Flug- und Hotelbuchungen erholen sich langsam
Die Daten von Sojern zeigen eine leichte Erholung der Flugbuchungen in Europa. So sind die weltweiten Buchungen von Flügen nach Griechenland wieder deutlich gestiegen, im Jahresvergleich liegt das Niveau aber immer noch um circa 20 Prozent niedriger. Anfang August zogen auch die Buchungen nach Portugal deutlich an. Einen erneuten Absturz verzeichneten hingegen die Flugbuchungen nach Kroatien. Die Bekanntgabe neuer Reiserestriktionen und die Erklärung des Landes zum Risikogebiet haben die Buchungen im Vorjahresvergleich von -34 Prozent auf -53 Prozent sinken lassen. Flugbuchungen nach Deutschland sind im Vergleich immer noch sehr zurückhaltend. Dies könnte aber auch dadurch erklärt werden, dass Deutschland gemeinhin nicht als klassisches Urlaubsziel gilt.
Bezüglich der Suche nach und der Buchung von Hotels in europäischen Schlüsselmärkten deutet sich ebenfalls eine leichte Erholung an. Lagen so etwa Ende April in Deutschland die Hotelbuchungen noch 91 Prozent unter den Zahlen aus dem Vorjahresvergleich, ist dieser Rückgang mittlerweile auf 57 Prozent geschrumpft. Besonders schlecht performen laut Sojern immer noch die Buchungen hin Italien und Spanien. Frankreich hingegen performt äußerst gut. Ende August lagen die Buchungen nur noch 34 Prozent unter denen vom Vorjahr.
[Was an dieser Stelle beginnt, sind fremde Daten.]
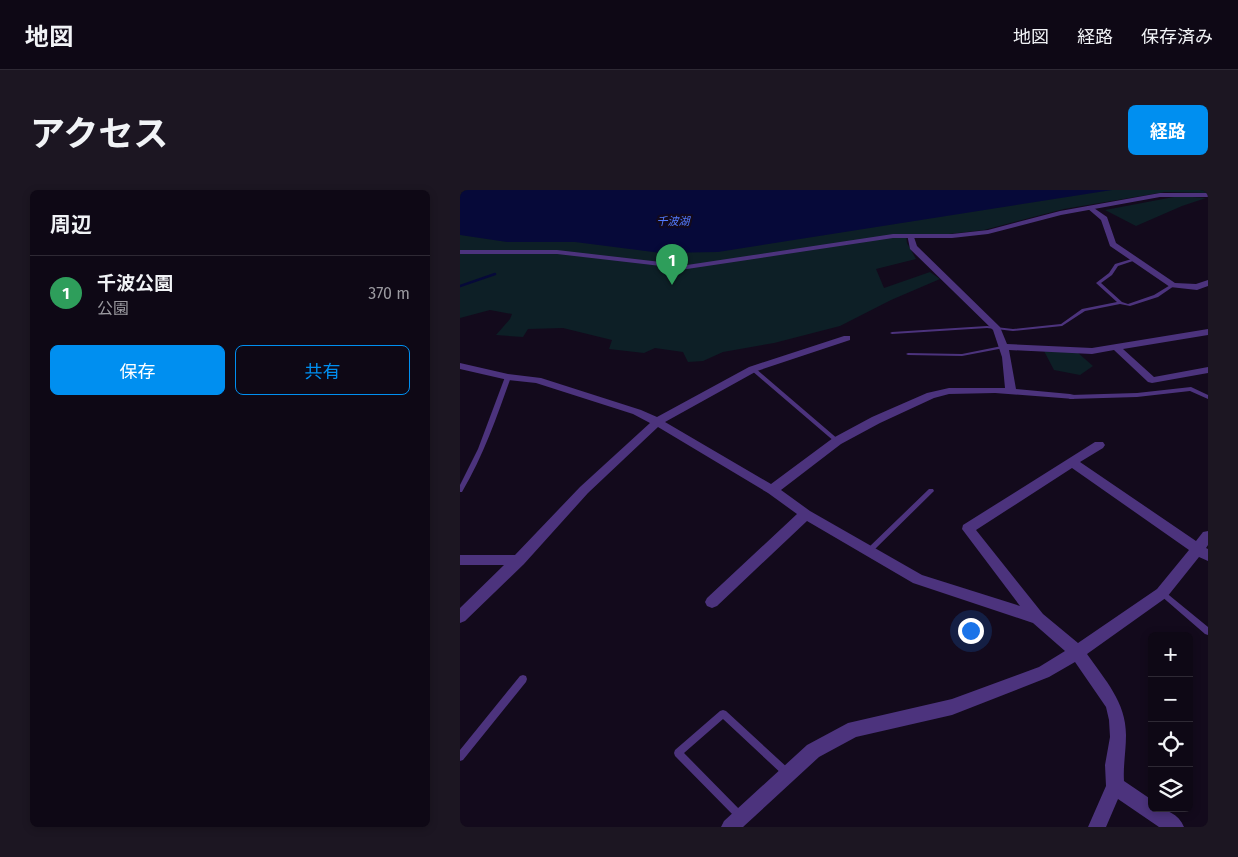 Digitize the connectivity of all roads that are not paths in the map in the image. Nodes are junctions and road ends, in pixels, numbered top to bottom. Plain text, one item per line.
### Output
1 (1208, 195) edge
2 (1089, 207) junction
3 (910, 236) junction
4 (460, 252) edge
5 (1135, 259) junction
6 (1208, 283) edge
7 (1172, 285) junction
8 (1120, 303) junction
9 (997, 328) junction
10 (1208, 332) edge
11 (892, 333) dead end
12 (847, 338) dead end
13 (1002, 347) junction
14 (1116, 347) junction
15 (908, 354) dead end
16 (460, 366) edge
17 (753, 369) junction
18 (1208, 370) edge
19 (508, 378) junction
20 (1011, 391) junction
21 (1070, 397) joint
22 (1208, 397) edge
23 (657, 422) junction
24 (837, 442) junction
25 (1099, 445) dead end
26 (1073, 463) junction
27 (460, 490) edge
28 (772, 490) junction
29 (931, 491) dead end
30 (806, 514) junction
31 (1208, 536) edge
32 (869, 551) junction
33 (1202, 552) edge
34 (460, 560) edge
35 (519, 560) junction
36 (1162, 593) junction
37 (712, 602) dead end
38 (460, 617) edge
39 (1038, 618) junction
40 (1208, 632) edge
41 (1077, 652) junction
42 (523, 679) dead end
43 (460, 757) edge
44 (788, 774) junction
45 (1115, 786) junction
46 (735, 822) edge
47 (1098, 827) edge
48 (1175, 827) edge

1 - 2 street
2 - 3 street
2 - 5 street
3 - 4 street
3 - 9 street
5 - 7 street
5 - 8 lane
6 - 7 street
7 - 8 lane
8 - 9 lane
9 - 11 lane
9 - 13 street
10 - 14 street
12 - 17 street
13 - 14 street
13 - 15 lane
13 - 20 street
14 - 18 street
16 - 19 street
17 - 23 street
17 - 24 lane
19 - 23 street
19 - 27 lane
20 - 21 street
20 - 24 street
21 - 22 lane
23 - 28 street
23 - 35 street
24 - 28 street
25 - 26 street
26 - 33 street
26 - 39 street
28 - 30 street
29 - 32 lane
30 - 32 street
30 - 37 street
31 - 33 street
32 - 39 street
33 - 36 street
34 - 35 street
35 - 38 street
36 - 40 lane
36 - 41 street
39 - 41 street
41 - 44 street
41 - 45 street
42 - 43 lane
44 - 46 street
44 - 46 lane
45 - 47 street
45 - 48 street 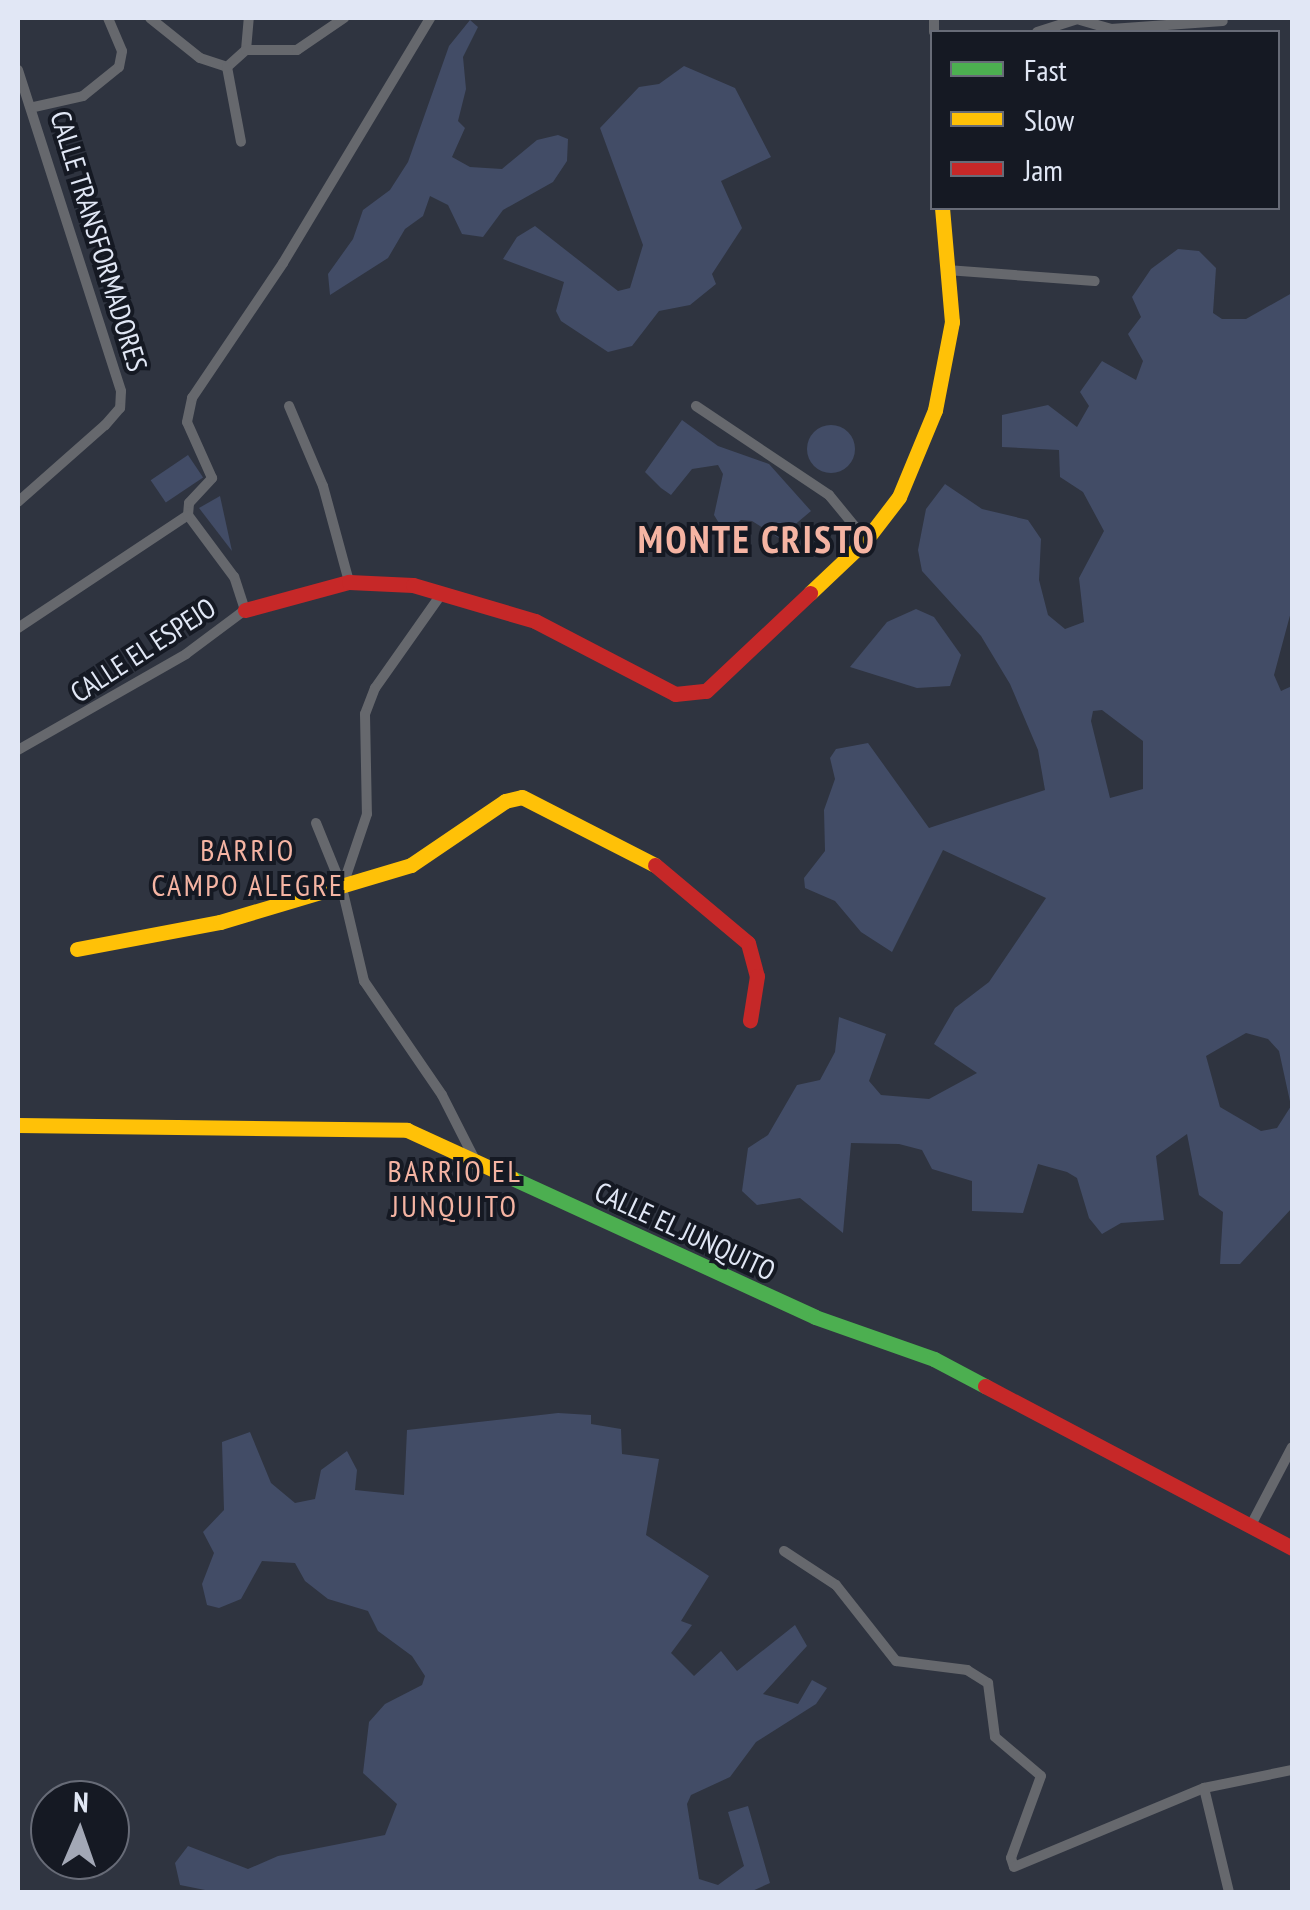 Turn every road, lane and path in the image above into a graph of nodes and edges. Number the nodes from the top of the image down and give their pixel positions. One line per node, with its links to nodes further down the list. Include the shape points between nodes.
1 (108, 18): 13 (street, via 122,50 119,67 83,96)
2 (150, 18): 11 (street, via 200,58)
3 (248, 18): 10 (street)
4 (344, 18): 10 (street, via 297,50)
5 (430, 18): 21 (street, via 283,264 192,398 188,422 212,478 189,503)
6 (1081, 19): 8 (street, via 1111,29); 9 (street)
7 (1223, 20): 8 (street)
8 (1196, 28)
9 (1044, 30)
10 (246, 50): 11 (street)
11 (227, 67): 14 (street)
12 (19, 78): 13 (street, CALLE TRANSFORMADORES)
13 (34, 108): 20 (street, CALLE TRANSFORMADORES, via 121,390 120,408 106,426)
14 (241, 142)
15 (942, 210): 16 (street)
16 (946, 270): 17 (street); 22 (street, via 952,322 935,410 899,497)
17 (1095, 281)
18 (289, 406): 23 (street, via 323,486)
19 (696, 406): 22 (street, via 829,495)
20 (18, 502)
21 (188, 515): 25 (street, CALLE EL ESPEJO, via 219,553); 26 (street)
22 (866, 540): 24 (street, via 724,676 691,695 674,694 536,622)
23 (349, 582): 24 (street, via 413,586); 25 (street)
24 (440, 596): 29 (street, via 375,688 365,714 367,814)
25 (245, 610): 27 (street, CALLE EL ESPEJO, via 186,654)
26 (18, 628)
27 (18, 750)
28 (316, 823): 29 (street)
29 (342, 888): 30 (street, via 220,922); 31 (street, via 433,855 505,801 528,800 652,863 721,914 748,943 753,959); 33 (street, via 364,981 442,1095)
30 (77, 949)
31 (750, 1020)
32 (18, 1125): 33 (street, CALLE EL JUNQUITO, via 274,1130 357,1124 406,1130)
33 (474, 1158): 35 (street, CALLE EL JUNQUITO, via 814,1318 934,1359)
34 (1292, 1447): 35 (street)
35 (1250, 1527): 36 (street, CALLE EL JUNQUITO)
36 (1292, 1548)
37 (784, 1551): 39 (street, via 836,1585 896,1661 968,1670 988,1683 995,1737 1041,1776 1010,1858 1014,1866)
38 (1292, 1770): 39 (street)
39 (1204, 1788): 40 (street)
40 (1230, 1892)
Insbesondere die Suche nach Hotels in Frankreich war zwischenzeitlich auf demselben Niveau wie letztes Jahr. Eine besonders große Diskrepanz zeigt sich bei Hotels in Italien. Hier wird wieder häufiger danach im Internet gesucht, aber nicht gebucht.
Privatreisen sind für Aufschwung verantwortlich
Auch der Zahlungsdienstleister Mastercard hat sich mit den aktuellen Entwicklungen der Reisebranche auseinandergesetzt und in seiner Studie “Travel Check-In: A Global Perspective” die Veränderungen in den G20-Ländern untersucht. Dazu wurden die Ausgaben in Reisesegmenten wie für Fluggesellschaften und Unterkünfte, aber auch Freizeitaktivitäten wie Restaurantbesuche ausgewertet. Hier zeigt sich, dass zum Großteil Privatreisen für den Aufschwung verantwortlich sind. Eine Analyse der Ausgaben von privaten Karten im Vergleich zu Geschäftskarten des Zahlungsdienstleisters ergibt, dass die Ausgaben für private Flugreisen und Mietwagen höher sind als die von Geschäftsreisen. Weiterhin erholt sich laut Mastercard der Tourismus in Italien, Russland und Frankreich am schnellsten. Bezüglich Italien widerspricht sich die Auswertung im Vergleich zu den Zahlen von Sojern. Frankreich scheint sich aktuell am besten zu erholen. Österreich folgt auf Platz vier und Deutschland belegt den fünften Platz. Länder wie Brasilien, Indien und die USA werden hingegen derzeit kaum bereist.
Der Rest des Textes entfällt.